Data extracted from a collection

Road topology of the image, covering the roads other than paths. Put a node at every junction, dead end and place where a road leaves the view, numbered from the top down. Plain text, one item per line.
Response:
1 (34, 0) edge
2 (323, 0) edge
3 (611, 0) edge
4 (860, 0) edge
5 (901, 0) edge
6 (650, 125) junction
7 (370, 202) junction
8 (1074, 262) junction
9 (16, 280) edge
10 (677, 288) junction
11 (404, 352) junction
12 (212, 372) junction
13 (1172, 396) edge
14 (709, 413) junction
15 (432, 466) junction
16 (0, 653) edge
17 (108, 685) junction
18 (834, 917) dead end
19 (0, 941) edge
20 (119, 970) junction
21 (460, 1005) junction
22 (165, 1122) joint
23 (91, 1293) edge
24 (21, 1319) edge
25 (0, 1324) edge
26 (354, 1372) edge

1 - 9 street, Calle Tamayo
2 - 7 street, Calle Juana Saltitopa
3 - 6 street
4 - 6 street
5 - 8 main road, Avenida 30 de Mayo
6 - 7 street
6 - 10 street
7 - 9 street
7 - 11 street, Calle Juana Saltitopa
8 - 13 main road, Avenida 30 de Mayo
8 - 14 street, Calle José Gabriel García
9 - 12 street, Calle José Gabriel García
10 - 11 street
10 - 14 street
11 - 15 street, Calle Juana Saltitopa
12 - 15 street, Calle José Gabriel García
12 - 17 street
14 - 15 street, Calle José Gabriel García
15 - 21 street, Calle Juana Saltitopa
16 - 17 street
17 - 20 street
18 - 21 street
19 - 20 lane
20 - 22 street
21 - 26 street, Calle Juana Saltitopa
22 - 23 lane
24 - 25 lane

Exercise goal => What you return should match the data character for character.

Reply to the exercise =>
Road topology of the image, covering the roads other than paths. Put a node at every junction, dead end and place where a road leaves the view, numbered from the top down. Plain text, one item per line.
Response:
1 (34, 0) edge
2 (323, 0) edge
3 (611, 0) edge
4 (860, 0) edge
5 (901, 0) edge
6 (650, 125) junction
7 (370, 202) junction
8 (1074, 262) junction
9 (16, 280) edge
10 (677, 288) junction
11 (404, 352) junction
12 (212, 372) junction
13 (1172, 396) edge
14 (709, 413) junction
15 (432, 466) junction
16 (0, 653) edge
17 (108, 685) junction
18 (834, 917) dead end
19 (0, 941) edge
20 (119, 970) junction
21 (460, 1005) junction
22 (165, 1122) joint
23 (91, 1293) edge
24 (21, 1319) edge
25 (0, 1324) edge
26 (354, 1372) edge

1 - 9 street, Calle Tamayo
2 - 7 street, Calle Juana Saltitopa
3 - 6 street
4 - 6 street
5 - 8 main road, Avenida 30 de Mayo
6 - 7 street
6 - 10 street
7 - 9 street
7 - 11 street, Calle Juana Saltitopa
8 - 13 main road, Avenida 30 de Mayo
8 - 14 street, Calle José Gabriel García
9 - 12 street, Calle José Gabriel García
10 - 11 street
10 - 14 street
11 - 15 street, Calle Juana Saltitopa
12 - 15 street, Calle José Gabriel García
12 - 17 street
14 - 15 street, Calle José Gabriel García
15 - 21 street, Calle Juana Saltitopa
16 - 17 street
17 - 20 street
18 - 21 street
19 - 20 lane
20 - 22 street
21 - 26 street, Calle Juana Saltitopa
22 - 23 lane
24 - 25 lane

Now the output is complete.